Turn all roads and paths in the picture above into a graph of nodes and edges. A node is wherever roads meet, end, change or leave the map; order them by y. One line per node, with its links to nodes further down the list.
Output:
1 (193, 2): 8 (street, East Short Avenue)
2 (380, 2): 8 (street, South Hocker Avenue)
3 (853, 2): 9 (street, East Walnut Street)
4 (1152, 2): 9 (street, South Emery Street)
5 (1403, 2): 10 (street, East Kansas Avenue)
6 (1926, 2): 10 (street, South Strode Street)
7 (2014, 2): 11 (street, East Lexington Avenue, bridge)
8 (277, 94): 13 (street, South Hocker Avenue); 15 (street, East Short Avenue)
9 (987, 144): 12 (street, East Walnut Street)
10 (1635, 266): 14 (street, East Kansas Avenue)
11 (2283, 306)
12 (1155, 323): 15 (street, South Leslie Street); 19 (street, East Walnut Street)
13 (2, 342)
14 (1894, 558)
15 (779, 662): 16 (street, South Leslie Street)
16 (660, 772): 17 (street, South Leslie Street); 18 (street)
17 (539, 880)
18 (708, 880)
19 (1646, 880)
______
> [EXERCISE REQUIREMENTS]:
Give the data back exactly as it stands.

> [PROBLEM SOLUTION]:
Turn all roads and paths in the picture above into a graph of nodes and edges. A node is wherever roads meet, end, change or leave the map; order them by y. One line per node, with its links to nodes further down the list.
Output:
1 (193, 2): 8 (street, East Short Avenue)
2 (380, 2): 8 (street, South Hocker Avenue)
3 (853, 2): 9 (street, East Walnut Street)
4 (1152, 2): 9 (street, South Emery Street)
5 (1403, 2): 10 (street, East Kansas Avenue)
6 (1926, 2): 10 (street, South Strode Street)
7 (2014, 2): 11 (street, East Lexington Avenue, bridge)
8 (277, 94): 13 (street, South Hocker Avenue); 15 (street, East Short Avenue)
9 (987, 144): 12 (street, East Walnut Street)
10 (1635, 266): 14 (street, East Kansas Avenue)
11 (2283, 306)
12 (1155, 323): 15 (street, South Leslie Street); 19 (street, East Walnut Street)
13 (2, 342)
14 (1894, 558)
15 (779, 662): 16 (street, South Leslie Street)
16 (660, 772): 17 (street, South Leslie Street); 18 (street)
17 (539, 880)
18 (708, 880)
19 (1646, 880)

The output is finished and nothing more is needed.